Recently I received a word of knowledge from a friend who I’ve come to trust over the past 15 years. He’s a good listener and slow to speak, so I was surprised when he re-directed our conversation to tell me with uncharacteristic intensity that I was coming to the end of my wilderness journey.
Of course there are a potential variety of circumstances and dispositions that may qualify as our wilderness. Unclear future, lack of inspiration, questions regarding purpose, feelings of worthlessness, financial drought or uncertainty and the absence of visible fruit are a few I can identify with.

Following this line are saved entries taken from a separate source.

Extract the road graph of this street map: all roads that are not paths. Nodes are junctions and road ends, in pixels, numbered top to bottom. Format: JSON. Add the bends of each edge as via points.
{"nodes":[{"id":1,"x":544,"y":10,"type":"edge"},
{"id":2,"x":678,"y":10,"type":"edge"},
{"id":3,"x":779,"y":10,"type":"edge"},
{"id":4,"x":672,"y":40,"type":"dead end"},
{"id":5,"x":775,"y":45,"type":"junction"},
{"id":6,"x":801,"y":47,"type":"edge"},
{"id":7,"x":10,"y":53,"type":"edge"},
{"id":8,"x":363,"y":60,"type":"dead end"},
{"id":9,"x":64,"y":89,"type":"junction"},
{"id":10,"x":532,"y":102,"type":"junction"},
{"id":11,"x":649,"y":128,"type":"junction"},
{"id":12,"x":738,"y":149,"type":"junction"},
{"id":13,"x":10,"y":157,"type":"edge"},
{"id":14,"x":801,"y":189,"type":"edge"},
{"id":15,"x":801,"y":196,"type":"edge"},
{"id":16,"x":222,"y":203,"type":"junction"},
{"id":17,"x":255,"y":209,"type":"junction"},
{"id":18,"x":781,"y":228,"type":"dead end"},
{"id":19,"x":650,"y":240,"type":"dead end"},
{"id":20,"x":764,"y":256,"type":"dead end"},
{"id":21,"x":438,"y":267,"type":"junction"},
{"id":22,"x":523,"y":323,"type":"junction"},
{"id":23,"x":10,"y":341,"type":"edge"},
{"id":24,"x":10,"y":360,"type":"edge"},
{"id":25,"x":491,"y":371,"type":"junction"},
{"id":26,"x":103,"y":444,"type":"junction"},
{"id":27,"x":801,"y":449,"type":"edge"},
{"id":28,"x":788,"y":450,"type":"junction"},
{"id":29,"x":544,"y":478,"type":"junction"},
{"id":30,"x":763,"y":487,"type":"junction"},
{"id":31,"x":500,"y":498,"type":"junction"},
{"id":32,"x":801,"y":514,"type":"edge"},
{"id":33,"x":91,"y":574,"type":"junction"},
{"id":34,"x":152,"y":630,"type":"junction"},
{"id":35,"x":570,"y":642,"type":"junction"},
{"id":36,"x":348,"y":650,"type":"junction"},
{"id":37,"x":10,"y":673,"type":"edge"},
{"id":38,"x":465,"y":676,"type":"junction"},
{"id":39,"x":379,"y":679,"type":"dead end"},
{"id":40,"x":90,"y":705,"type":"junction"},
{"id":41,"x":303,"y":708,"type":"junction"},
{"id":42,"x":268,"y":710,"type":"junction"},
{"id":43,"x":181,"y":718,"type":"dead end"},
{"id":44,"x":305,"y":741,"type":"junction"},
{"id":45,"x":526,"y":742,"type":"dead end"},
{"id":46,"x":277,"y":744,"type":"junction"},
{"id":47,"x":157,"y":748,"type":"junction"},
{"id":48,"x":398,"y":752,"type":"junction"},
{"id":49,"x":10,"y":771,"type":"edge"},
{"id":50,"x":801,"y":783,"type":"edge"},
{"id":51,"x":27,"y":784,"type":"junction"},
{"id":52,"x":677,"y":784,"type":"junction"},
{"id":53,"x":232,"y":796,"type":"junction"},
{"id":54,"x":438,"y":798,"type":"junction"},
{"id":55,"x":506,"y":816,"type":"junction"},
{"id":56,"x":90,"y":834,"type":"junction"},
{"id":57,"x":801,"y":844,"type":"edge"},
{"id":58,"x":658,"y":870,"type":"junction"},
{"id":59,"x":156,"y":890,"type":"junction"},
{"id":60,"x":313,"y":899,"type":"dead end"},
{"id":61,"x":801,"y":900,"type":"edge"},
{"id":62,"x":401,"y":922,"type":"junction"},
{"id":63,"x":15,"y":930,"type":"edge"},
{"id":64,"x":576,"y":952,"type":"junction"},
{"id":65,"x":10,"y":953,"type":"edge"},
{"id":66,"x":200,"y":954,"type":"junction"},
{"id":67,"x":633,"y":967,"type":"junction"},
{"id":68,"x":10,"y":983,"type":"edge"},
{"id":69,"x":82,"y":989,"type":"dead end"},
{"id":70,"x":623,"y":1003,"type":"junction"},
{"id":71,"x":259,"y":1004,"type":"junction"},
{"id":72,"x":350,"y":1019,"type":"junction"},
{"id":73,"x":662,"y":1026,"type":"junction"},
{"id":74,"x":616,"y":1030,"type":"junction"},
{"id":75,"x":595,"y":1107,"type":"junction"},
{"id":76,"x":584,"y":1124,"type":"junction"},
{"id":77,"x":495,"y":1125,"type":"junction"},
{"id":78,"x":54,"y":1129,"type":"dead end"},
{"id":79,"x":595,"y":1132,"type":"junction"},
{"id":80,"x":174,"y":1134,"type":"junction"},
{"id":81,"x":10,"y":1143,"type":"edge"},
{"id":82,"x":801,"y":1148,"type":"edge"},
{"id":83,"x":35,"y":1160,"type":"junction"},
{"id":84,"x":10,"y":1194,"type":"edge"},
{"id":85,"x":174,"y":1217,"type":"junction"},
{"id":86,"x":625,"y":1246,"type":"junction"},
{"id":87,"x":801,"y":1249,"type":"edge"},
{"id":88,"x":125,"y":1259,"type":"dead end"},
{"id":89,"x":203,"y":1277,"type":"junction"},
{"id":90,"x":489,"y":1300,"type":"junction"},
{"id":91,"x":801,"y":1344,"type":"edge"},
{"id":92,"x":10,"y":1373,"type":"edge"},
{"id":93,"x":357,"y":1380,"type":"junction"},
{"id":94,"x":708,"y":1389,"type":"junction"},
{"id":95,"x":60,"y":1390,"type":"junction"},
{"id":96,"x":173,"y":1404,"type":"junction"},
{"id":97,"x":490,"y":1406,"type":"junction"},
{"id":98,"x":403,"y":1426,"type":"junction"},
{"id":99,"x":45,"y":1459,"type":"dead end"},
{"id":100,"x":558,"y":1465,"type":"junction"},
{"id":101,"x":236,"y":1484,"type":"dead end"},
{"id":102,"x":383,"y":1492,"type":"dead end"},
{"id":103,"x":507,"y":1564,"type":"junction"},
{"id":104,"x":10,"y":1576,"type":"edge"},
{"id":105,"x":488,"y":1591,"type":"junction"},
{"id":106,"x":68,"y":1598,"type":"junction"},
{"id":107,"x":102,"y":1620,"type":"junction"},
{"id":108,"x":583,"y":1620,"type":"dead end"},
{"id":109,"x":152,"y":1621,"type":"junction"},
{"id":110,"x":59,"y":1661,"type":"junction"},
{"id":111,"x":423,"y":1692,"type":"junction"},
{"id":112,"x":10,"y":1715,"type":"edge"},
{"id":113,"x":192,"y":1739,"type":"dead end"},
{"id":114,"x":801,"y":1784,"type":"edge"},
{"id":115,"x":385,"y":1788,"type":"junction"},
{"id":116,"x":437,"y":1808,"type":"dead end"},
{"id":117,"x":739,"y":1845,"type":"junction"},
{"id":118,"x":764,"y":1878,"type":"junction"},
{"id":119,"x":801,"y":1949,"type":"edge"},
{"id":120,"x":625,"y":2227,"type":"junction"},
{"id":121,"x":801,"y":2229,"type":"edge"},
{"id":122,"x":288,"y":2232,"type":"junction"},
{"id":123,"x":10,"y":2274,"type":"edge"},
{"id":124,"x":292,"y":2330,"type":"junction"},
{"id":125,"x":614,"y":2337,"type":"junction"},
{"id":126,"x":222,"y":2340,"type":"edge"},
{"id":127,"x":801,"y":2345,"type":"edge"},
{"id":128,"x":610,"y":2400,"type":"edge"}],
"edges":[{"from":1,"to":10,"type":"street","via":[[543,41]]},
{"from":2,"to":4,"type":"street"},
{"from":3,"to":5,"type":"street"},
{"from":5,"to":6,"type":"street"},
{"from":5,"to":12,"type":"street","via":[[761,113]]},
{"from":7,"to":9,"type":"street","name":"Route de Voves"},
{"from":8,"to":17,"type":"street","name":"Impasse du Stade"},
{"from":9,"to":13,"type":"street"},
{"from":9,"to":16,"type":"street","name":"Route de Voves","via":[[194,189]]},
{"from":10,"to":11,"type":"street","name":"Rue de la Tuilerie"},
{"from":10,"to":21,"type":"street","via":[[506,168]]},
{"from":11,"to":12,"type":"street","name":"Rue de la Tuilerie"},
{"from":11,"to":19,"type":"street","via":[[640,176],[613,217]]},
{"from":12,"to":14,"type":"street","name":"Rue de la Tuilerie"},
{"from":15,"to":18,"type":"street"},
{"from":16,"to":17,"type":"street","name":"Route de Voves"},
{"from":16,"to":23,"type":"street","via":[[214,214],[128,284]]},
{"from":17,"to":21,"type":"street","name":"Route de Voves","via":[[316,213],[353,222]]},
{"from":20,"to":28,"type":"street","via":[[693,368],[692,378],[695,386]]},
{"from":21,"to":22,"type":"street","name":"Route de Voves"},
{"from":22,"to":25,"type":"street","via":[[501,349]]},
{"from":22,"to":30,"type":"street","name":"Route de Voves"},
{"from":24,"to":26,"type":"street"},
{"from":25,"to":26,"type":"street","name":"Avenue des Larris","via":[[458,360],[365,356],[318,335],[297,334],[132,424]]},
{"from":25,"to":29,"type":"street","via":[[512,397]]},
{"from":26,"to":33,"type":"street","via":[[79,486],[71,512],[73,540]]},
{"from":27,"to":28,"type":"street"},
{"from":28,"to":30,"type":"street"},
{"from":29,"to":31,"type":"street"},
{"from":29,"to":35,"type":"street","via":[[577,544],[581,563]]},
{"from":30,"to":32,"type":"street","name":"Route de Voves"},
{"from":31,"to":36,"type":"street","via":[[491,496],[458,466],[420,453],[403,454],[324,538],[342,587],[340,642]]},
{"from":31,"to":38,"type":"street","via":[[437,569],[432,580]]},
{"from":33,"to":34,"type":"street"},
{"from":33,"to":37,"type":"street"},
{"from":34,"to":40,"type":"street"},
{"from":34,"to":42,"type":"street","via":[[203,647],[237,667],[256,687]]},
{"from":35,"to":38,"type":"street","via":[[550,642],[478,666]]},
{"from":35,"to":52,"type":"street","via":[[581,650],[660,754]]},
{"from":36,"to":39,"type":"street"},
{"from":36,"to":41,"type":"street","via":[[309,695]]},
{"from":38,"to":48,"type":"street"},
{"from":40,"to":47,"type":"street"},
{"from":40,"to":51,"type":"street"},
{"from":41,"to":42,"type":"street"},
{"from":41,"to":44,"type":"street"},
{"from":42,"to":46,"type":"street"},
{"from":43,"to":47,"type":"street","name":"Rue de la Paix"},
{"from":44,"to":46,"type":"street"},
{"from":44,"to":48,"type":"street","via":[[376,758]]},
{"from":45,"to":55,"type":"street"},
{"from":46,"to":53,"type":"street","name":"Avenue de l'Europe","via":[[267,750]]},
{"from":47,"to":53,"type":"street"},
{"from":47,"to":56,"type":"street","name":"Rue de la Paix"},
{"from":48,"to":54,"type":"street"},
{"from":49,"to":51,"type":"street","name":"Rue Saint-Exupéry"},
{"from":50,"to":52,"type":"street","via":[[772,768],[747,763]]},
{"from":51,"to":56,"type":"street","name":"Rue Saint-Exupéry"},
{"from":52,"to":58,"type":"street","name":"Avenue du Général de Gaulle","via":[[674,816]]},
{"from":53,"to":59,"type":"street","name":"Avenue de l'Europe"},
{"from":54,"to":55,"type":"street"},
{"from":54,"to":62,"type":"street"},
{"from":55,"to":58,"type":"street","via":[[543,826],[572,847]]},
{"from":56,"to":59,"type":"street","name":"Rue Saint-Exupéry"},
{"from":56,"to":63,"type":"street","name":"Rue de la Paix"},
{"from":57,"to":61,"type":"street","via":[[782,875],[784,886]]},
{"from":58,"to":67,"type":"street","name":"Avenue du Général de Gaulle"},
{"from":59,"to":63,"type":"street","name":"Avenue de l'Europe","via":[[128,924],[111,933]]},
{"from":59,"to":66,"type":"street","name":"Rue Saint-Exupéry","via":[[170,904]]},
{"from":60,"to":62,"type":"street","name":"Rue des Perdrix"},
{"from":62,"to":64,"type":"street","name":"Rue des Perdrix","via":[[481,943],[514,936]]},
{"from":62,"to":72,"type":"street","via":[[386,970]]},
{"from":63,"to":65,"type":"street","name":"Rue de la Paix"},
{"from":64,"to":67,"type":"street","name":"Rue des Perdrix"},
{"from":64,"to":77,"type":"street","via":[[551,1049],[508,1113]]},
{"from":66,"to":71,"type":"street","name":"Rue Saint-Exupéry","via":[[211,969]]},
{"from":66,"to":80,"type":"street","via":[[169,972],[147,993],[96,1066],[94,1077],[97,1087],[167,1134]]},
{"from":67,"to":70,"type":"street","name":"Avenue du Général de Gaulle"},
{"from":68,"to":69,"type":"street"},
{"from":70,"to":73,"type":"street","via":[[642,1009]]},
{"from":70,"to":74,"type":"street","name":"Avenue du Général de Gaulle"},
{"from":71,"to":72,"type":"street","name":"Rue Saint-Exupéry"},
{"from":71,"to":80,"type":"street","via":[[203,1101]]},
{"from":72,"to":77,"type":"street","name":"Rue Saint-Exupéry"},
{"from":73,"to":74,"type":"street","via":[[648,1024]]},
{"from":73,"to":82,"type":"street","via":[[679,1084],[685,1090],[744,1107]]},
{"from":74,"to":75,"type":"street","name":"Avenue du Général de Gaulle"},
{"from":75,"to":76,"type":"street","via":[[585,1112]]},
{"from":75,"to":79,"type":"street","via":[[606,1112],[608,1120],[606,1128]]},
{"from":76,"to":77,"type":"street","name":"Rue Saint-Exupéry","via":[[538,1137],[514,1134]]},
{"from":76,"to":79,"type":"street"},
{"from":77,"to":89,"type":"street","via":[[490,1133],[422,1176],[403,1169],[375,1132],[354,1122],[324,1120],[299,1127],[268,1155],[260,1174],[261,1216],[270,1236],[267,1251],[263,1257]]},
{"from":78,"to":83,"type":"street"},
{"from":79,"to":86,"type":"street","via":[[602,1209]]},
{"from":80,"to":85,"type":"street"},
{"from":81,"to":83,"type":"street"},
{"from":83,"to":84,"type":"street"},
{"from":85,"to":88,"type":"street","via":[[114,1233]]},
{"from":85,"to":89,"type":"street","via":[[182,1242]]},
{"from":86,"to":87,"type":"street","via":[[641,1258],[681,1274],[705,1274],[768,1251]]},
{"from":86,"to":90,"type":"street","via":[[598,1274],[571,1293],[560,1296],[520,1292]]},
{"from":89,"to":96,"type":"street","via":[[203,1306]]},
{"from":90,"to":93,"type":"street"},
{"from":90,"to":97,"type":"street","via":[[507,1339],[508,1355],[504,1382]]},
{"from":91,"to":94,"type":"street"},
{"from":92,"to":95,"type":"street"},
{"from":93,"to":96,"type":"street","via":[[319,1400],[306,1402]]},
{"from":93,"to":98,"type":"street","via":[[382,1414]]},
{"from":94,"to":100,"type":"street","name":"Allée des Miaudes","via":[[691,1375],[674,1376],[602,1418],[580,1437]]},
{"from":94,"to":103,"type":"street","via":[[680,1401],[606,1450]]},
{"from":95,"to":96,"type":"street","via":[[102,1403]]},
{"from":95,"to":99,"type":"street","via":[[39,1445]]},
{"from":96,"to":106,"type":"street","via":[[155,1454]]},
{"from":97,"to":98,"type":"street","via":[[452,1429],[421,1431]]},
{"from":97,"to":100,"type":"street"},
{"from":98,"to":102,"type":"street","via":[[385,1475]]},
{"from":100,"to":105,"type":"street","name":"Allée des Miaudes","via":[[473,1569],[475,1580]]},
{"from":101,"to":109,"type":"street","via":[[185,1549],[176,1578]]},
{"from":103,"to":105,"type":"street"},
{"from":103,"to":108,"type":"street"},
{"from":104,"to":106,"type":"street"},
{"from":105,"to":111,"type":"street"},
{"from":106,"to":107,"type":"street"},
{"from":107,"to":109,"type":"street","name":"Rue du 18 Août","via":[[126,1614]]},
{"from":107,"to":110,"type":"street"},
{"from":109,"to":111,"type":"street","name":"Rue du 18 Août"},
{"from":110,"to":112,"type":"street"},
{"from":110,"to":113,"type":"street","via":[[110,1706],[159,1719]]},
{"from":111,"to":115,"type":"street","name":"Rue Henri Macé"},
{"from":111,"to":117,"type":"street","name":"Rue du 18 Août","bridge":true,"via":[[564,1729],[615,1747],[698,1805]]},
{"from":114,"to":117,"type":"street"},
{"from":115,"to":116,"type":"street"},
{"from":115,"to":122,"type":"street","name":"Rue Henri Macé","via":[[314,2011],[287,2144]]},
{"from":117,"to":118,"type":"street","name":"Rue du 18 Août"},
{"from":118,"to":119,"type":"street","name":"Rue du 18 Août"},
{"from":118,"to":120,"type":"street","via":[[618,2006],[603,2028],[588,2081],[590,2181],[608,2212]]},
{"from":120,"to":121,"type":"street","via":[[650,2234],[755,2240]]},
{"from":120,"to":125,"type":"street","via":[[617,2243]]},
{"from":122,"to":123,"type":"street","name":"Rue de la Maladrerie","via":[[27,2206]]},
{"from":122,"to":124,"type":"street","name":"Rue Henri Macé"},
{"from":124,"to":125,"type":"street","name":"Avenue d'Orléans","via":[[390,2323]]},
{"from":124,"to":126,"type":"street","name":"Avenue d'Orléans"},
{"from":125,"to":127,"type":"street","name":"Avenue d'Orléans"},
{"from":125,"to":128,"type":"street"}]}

In the last few months another phenomenon developed. It seemed that I met an obstacle that blocked the execution of whatever I was trying to do. Attempting to create an important document, working on the car, taking out the trash; no job was exempt. If I did get something together, I would forget where I put it. Time sensitive jobs that had to get done were frozen by computer glitches and normally inanimate objects would jump in front of me causing stubbed toes and a frayed temper. Innocent babies bit me…Ok, so I’m exaggerating now. The point is, it seemed as if every attempt to accomplish something more complicated than regular breathing set opposing forces in motion. All this increased after the encouraging word about my wilderness coming to an end.
Finally I gave up. It became apparent that there was nothing left to do, say or petition God for. No need to understand or know anything but that he is faithful. The only choice left was to yield humbly to him in every perplexing unknown and frustrating circumstance. And a wonderful thing began to happen. As things grew worse, I began to respond with less or no negativity, a lifelong hindrance being dealt with in grace and love. Depression left completely. Less stress, more joy. This, of course, will be an ongoing process with, perhaps, greater challenges to come. And there was more ahead.
I’m a marriage, individual and family counselor and also officiate weddings as a business, both of which had been slowly growing. But suddenly the two businesses dried up all at once! Most mornings I walk a fast four miles while I pray and think things
through. Last week while walking I checked inventory and came to the revelation that God had stripped me of everything that I was in control of or could depend on. I realized that the wilderness he was leading me out of had nothing to do with outward circumstances. They are only a tool that can be used to expose the wilderness within me. It was the fear of failure, negativity, stress, attaching my joy to useful service, financial security, etc.
Many Christians define “wilderness” by external problems. We may believe that once we learn what God wants to teach us, he will deliver us from our difficult or contrary circumstances. This assumption presents a serious problem in light of the possibility that certain outward circumstances may never change. The apostle Paul said: “We are hard pressed on every side, but not crushed; perplexed, but not in despair; persecuted but not abandoned; struck down, but not destroyed…genuine, but regarded as imposters; known, but regarded as unknown; dying, and yet we live on; beaten, and yet not killed; sorrowful, yet always rejoicing; poor, yet making many rich; having nothing, yet possessing everything.” ( 2 Corinthians 4:8-9, 6:9-10) Although Paul was miraculously freed from prison at one point, it is believed that he was finally beheaded.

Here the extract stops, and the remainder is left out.